Lorrie Moore: la enfermedad de escribir

Café Madrid

Crítica aguda y ecléctica, la escritora neoyorquina se ocupa, en A ver qué se puede hacer, de libros, escritores, música y películas fundamentales en su formación.

Lorrie Moore, autora de 'A ver qué se puede hacer'. (Foto: AP)
Víctor Núñez Jaime
Madrid /

A principios de la década de 1990, cuando sus cuentos ya la habían consolidado en el panorama literario estadunidense, Lorrie Moore recibió la carta de un conocido que le decía: “he estado siguiendo y disfrutando tu trabajo. Está mejorando: se vuelve cada vez más profundo y más enfermo”. No le decía que sus textos eran más bellos o más conmovedores o más divertidos. Le decía que eran más “enfermos”. El calificativo, desde luego, motivó la reflexión de la autora y el resultado fue un lúcido ensayo titulado “Sobre escribir”, incluido en A ver qué se puede hacer, la antología de textos periodísticos que la editorial Eterna Cadencia publicó el año pasado en Argentina y que acaba de llegar a España.

Soy lector de Lorrie Moore desde el día en que cayó en mis manos Pájaros de América, sus primeros relatos, llenos de acidez, sentido del humor e ironía, que analizaban y cuestionaban la cotidianidad social de su país tan imperfecta como la de cualquier otro. Luego devoré muchos más de sus cuentos y con Al pie de la escalera, su novela sobre una chica que se esfuerza por madurar mientras comienza a trabajar como niñera de una pequeña afroamericana, adoptada por un matrimonio de blancos a punto de resquebrajarse, supe del magnetismo que puede llegar a poseer una historia tan sencilla como bien contada.

La antología recién publicada es una miscelánea de sus intereses. Lo mismo se ocupa de los libros y escritores fundamentales en su formación que de las películas, series de televisión, música pop y figuras políticas relevantes para su día a día. Si el libro se llama A ver qué se puede hacer es porque esa era la frase con la que el legendario director de The New York Review of Books, Robert Silvers, remataba los correos electrónicos con encargos para Lorrie Moore. Le decía: “te voy a mandar tal libro, échale un vistazo, a ver qué se puede hacer”. Y para la escritora, esa coletilla era la posibilidad de sorprenderse. Así que al terminar de leer el libro, lo que podía hacer era contribuir a la conversación cultural con una reseña o un comentario o un ensayo crítico. “Los escritores somos afortunados. No se puede bailar una reseña de una obra de danza, pero un escritor puede escribir una reseña de una novela y así la tertulia no queda en manos de personas que no practican el arte en cuestión”, puntualiza en la introducción del volumen.

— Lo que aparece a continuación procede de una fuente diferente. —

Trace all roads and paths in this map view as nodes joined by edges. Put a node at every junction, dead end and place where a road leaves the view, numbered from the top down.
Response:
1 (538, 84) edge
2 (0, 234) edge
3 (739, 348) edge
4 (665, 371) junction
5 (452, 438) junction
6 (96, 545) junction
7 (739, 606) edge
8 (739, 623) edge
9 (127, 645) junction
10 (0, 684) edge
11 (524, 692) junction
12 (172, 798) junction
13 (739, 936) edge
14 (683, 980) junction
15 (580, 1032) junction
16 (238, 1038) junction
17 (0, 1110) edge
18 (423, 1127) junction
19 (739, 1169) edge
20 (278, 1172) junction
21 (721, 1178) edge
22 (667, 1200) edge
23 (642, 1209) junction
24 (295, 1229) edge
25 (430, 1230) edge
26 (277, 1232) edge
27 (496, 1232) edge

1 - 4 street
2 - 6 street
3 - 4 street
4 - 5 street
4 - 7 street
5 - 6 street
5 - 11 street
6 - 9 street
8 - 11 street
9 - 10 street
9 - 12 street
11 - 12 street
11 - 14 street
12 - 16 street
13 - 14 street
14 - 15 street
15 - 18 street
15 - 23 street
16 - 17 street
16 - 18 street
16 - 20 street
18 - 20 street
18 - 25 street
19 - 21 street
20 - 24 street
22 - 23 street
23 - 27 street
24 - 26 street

Tener la suerte de encontrar un buen editor y disponer de un amplio espacio en una publicación prestigiosa la llevó a encontrar la fórmula para convertirse en una crítica cultural tan aguda como ecléctica: “se trata de tomar una cosa, estudiarla, sacudirla, hacerla rebotar sobre una superficie quieta para ver cuánta vida imaginada y cuánta vida vivaz ha sido incluida en ella. ¿Navega? Observa. A ver qué se puede hacer”. Su lenguaje es claro, no asfixiante, ni siquiera contaminado por la academia. Habla del trabajo de los otros, de sus particularidades y excentricidades, con conocimiento de causa porque ella también es escritora. Intenta comprender qué sentimientos contiene la obra, qué le hace sentir al lector, qué dice sobre nuestro mundo y nuestras vidas y nuestros sentimientos.

Moore, ya digo, tiene piezas estupendas en este libro, pero la reflexión desencadenada por aquella carta que un día recibió ayuda a comprender la estructura de toda su obra. Explica:

“La compulsión de leer y escribir (estoy segura de que es una compulsión) es una forma de circuito mental que la especie ha seleccionado, a lo largo del tiempo, mientras el periodo de vida aumenta, para mantenernos interesados en nosotros mismos. […] ¿Pero los impulsos hacia esa travesía son patológicos?”

Lo son, reconoce, y al no quedarle otra salida también asume aquel calificativo de su trabajo: “Tal vez sí sea algo medio enfermo el escribir de forma intensa y cuidadosa; no con la propia pluma a un brazo de distancia, sino, quizá, con la mano cerca del corazón, moviéndose como una aleta, la propia, acercándose a la página, escuchando con el oído y la mejilla, los labios formando las palabras. Martha Graham habla del termino islandés ‘ansioso de fatalidad’ que denota esa difícil prueba del aislamiento, la inquietud, el encierro que experimentan los artistas cuando están enfermos con una idea, como me pasa a mí”.